▸ SOURCE DATA
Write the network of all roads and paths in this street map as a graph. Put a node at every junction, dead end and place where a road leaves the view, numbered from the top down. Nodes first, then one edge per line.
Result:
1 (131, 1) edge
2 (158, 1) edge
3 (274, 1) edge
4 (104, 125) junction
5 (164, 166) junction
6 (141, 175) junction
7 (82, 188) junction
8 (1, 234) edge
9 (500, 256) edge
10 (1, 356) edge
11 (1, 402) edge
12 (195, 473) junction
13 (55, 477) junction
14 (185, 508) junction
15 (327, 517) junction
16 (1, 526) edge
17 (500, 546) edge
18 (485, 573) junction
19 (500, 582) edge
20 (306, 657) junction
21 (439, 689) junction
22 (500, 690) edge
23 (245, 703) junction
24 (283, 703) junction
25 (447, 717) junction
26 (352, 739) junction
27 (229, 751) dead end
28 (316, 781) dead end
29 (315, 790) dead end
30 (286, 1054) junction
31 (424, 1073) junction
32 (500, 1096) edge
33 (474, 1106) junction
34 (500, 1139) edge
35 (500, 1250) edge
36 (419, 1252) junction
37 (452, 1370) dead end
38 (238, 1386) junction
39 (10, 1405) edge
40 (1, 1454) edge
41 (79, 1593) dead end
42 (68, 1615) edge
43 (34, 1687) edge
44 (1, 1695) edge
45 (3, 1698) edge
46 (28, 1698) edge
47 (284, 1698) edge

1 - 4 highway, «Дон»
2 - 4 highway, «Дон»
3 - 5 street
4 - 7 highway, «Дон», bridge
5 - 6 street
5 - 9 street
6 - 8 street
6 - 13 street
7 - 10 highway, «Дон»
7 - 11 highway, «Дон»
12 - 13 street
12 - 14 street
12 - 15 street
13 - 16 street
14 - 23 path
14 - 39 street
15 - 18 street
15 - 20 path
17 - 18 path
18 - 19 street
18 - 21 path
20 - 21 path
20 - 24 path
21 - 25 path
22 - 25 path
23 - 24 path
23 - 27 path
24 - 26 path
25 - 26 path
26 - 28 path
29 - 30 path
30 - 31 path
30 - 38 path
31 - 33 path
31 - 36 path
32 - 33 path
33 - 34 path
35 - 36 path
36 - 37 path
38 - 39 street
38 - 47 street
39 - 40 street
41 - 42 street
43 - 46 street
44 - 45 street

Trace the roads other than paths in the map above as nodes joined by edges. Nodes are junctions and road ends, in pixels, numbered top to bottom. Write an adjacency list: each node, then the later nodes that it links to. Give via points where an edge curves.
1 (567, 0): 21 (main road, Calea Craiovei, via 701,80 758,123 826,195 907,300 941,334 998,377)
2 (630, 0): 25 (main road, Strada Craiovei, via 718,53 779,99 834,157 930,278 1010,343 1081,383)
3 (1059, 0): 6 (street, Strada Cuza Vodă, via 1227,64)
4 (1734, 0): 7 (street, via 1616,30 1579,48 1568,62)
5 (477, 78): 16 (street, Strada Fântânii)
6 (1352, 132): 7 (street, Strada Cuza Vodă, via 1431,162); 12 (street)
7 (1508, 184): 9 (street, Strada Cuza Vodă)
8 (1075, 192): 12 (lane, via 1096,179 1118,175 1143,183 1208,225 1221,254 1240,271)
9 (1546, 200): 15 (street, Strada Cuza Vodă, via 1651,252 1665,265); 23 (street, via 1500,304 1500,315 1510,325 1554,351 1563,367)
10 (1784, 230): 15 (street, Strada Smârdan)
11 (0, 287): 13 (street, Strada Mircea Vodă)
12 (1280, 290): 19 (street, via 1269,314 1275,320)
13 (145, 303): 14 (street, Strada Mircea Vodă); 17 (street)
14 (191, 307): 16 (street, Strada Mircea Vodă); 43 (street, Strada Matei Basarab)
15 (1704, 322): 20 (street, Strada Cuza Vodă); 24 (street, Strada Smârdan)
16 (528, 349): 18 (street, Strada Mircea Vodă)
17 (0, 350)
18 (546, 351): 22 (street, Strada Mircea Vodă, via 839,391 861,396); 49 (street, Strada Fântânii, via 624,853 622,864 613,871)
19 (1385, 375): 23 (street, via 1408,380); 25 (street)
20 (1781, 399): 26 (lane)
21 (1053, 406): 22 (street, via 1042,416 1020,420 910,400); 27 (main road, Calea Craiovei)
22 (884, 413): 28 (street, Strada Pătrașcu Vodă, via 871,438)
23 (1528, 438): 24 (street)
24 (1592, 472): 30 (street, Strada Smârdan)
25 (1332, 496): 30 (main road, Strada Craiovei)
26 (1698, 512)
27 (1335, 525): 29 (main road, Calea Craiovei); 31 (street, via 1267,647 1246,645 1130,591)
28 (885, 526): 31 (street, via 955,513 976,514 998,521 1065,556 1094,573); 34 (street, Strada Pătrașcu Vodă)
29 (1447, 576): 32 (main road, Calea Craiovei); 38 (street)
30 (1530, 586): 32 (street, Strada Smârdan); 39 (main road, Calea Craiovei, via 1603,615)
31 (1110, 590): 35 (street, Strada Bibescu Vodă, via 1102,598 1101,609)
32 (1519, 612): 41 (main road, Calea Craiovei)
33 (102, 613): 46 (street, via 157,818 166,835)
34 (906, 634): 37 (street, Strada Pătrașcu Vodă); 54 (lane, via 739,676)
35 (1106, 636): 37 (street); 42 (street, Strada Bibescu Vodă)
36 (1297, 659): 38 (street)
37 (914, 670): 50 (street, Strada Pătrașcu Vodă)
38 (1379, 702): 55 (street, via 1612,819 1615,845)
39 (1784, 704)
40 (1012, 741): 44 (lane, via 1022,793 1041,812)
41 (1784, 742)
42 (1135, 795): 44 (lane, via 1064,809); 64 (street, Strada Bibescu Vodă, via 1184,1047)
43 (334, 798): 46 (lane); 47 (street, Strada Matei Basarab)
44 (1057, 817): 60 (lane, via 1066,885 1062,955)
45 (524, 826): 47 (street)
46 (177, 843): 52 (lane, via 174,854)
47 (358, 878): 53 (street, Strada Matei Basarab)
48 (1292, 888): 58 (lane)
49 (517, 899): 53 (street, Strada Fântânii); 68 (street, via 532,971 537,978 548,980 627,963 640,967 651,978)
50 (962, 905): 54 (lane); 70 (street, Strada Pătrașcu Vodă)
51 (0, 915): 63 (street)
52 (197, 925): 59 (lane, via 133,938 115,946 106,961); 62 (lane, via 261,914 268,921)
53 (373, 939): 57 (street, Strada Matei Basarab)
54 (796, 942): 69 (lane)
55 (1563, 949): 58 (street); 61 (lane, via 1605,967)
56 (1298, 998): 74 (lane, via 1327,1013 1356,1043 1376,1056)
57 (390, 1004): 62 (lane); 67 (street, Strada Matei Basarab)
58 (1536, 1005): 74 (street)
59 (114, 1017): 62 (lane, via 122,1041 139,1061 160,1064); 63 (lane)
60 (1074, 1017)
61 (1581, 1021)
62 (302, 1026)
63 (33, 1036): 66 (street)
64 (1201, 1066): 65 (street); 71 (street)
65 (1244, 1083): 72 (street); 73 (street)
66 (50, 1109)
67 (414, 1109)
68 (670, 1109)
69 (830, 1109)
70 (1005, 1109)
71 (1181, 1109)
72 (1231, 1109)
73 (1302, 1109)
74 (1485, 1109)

==

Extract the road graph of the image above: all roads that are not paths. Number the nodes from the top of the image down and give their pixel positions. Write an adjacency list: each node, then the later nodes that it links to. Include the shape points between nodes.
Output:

==

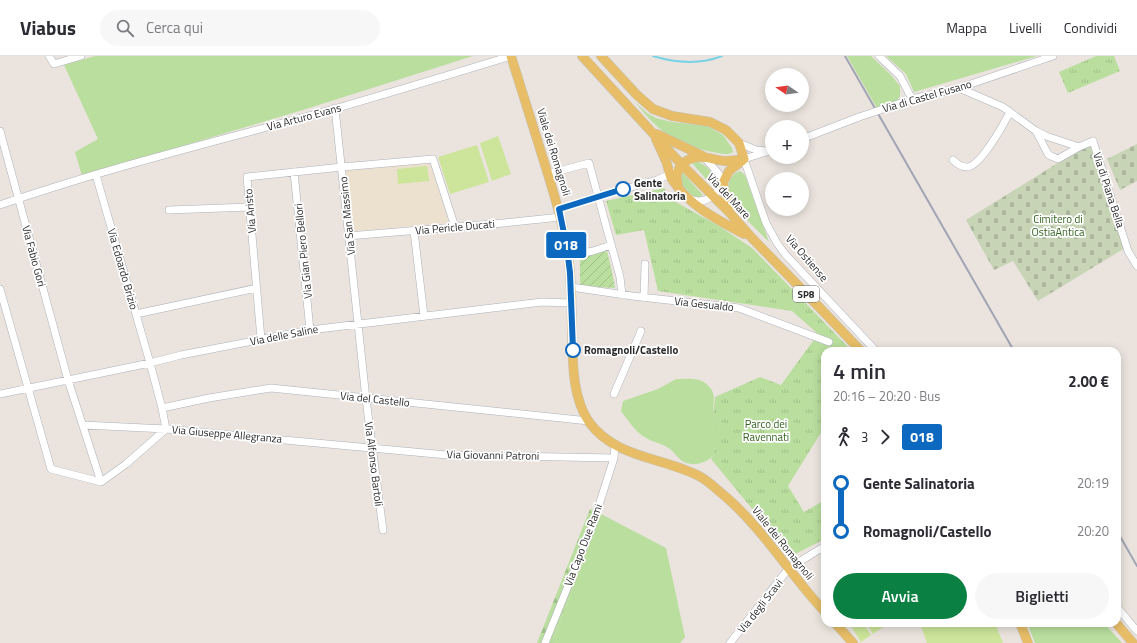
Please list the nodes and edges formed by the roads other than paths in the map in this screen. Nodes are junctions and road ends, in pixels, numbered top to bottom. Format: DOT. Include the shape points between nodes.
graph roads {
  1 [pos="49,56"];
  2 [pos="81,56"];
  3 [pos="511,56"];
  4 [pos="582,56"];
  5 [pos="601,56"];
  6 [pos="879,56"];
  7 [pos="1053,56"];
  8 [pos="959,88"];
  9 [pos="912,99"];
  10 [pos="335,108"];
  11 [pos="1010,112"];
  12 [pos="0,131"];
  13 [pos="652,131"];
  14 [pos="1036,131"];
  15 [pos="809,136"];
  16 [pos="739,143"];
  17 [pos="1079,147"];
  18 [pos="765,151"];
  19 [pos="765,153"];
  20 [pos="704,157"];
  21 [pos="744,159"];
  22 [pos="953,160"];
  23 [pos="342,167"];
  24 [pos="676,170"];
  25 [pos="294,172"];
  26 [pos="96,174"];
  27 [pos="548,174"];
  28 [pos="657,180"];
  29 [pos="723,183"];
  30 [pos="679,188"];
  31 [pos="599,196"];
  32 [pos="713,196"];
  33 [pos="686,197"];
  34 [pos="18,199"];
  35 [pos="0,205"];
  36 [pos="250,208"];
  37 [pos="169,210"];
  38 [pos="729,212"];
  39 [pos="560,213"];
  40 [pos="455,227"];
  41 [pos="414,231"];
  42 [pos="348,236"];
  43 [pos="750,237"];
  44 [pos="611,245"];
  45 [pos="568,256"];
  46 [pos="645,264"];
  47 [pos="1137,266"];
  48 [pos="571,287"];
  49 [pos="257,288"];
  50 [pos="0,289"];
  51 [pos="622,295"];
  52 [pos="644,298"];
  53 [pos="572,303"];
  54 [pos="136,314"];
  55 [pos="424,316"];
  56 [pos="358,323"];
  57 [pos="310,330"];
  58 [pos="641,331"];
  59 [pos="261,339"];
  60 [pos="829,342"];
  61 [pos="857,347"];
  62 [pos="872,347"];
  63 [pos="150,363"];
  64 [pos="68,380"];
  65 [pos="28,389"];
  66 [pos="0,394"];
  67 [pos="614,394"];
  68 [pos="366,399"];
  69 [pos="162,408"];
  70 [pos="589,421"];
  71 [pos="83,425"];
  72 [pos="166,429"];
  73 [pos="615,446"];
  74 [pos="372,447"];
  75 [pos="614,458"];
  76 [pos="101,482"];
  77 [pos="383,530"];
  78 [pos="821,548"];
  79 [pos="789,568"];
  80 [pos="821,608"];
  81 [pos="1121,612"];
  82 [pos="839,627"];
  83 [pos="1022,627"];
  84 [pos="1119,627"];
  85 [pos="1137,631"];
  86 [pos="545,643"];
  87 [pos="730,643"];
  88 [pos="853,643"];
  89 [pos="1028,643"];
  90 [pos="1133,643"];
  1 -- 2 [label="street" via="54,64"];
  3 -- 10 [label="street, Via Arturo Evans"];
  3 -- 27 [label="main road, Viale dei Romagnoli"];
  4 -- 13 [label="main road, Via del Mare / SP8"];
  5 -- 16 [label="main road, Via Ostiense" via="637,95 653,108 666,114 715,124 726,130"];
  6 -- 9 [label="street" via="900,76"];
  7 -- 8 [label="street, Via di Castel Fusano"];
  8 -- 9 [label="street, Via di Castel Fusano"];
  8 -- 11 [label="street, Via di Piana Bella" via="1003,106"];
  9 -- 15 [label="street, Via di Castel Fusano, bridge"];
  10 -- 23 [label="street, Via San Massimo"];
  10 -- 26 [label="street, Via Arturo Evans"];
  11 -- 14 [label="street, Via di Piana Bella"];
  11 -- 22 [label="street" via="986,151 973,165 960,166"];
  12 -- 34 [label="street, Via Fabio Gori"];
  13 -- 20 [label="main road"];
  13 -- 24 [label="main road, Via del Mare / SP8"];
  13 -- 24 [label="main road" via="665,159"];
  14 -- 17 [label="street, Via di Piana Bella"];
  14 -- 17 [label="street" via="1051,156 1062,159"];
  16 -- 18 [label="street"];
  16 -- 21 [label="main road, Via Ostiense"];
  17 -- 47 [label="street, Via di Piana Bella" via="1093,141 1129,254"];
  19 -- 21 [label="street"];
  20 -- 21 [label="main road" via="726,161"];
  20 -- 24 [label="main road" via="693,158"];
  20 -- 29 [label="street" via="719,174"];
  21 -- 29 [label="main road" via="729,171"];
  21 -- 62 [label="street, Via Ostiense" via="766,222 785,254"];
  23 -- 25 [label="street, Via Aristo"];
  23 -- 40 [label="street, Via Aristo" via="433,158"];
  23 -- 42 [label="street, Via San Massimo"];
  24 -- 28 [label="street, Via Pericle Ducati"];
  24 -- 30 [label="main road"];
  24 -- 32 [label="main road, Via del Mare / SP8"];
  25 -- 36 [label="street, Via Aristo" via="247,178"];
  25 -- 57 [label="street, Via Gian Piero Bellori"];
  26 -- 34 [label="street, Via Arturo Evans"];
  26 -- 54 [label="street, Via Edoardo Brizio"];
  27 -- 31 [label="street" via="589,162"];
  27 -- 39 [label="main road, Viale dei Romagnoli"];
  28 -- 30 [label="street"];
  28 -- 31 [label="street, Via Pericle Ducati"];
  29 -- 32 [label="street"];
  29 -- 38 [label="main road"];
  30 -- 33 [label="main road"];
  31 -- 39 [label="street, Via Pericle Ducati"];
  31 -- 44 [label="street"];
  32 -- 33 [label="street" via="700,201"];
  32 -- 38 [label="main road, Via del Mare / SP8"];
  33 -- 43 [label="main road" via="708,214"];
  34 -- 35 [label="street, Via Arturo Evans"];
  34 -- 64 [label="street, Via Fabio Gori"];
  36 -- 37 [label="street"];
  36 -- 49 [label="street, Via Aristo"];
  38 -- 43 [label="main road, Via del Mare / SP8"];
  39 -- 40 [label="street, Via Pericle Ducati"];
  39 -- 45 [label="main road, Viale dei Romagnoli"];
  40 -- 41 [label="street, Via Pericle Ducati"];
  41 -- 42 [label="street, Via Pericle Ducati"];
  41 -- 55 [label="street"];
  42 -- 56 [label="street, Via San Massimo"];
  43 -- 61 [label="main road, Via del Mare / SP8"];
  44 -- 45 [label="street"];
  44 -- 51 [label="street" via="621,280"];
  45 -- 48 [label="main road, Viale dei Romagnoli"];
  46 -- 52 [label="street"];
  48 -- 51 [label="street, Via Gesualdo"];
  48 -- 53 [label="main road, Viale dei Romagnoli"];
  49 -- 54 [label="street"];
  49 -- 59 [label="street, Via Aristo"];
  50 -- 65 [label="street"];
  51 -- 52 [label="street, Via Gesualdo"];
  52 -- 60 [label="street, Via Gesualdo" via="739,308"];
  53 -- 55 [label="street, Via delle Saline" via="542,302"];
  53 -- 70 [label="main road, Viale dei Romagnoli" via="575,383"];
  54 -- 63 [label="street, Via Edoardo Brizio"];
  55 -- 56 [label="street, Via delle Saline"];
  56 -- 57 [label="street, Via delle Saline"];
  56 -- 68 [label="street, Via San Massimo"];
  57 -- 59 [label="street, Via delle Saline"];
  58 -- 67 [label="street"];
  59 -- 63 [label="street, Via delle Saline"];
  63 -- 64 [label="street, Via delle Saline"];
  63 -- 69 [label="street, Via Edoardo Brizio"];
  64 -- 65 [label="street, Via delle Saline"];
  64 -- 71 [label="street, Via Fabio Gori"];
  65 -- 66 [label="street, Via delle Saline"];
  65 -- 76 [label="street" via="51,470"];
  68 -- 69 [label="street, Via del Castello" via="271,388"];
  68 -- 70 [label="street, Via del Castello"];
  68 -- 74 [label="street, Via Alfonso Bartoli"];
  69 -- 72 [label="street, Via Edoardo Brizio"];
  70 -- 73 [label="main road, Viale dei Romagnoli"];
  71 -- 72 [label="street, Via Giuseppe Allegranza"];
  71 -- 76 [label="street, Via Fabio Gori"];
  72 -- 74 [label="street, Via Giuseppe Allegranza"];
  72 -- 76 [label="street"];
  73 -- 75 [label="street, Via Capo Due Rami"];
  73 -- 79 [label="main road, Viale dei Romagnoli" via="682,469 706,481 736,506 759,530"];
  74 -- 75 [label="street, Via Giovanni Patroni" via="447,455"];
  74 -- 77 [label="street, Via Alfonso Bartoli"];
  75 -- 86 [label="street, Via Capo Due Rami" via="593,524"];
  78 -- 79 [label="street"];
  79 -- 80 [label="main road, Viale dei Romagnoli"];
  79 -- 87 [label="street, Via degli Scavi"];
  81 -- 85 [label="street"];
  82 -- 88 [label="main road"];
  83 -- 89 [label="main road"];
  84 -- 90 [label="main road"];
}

▸ PROBLEM REQUIREMENTS
Wherever the string "from" occurs in the listing, return the line it sits on.

▸ SOLVED EXERCISE
Write the network of all roads and paths in this street map as a graph. Put a node at every junction, dead end and place where a road leaves the view, numbered from the top down. Nodes first, then one edge per line.
Extract the road graph of the image above: all roads that are not paths. Number the nodes from the top of the image down and give their pixel positions. Write an adjacency list: each node, then the later nodes that it links to. Include the shape points between nodes.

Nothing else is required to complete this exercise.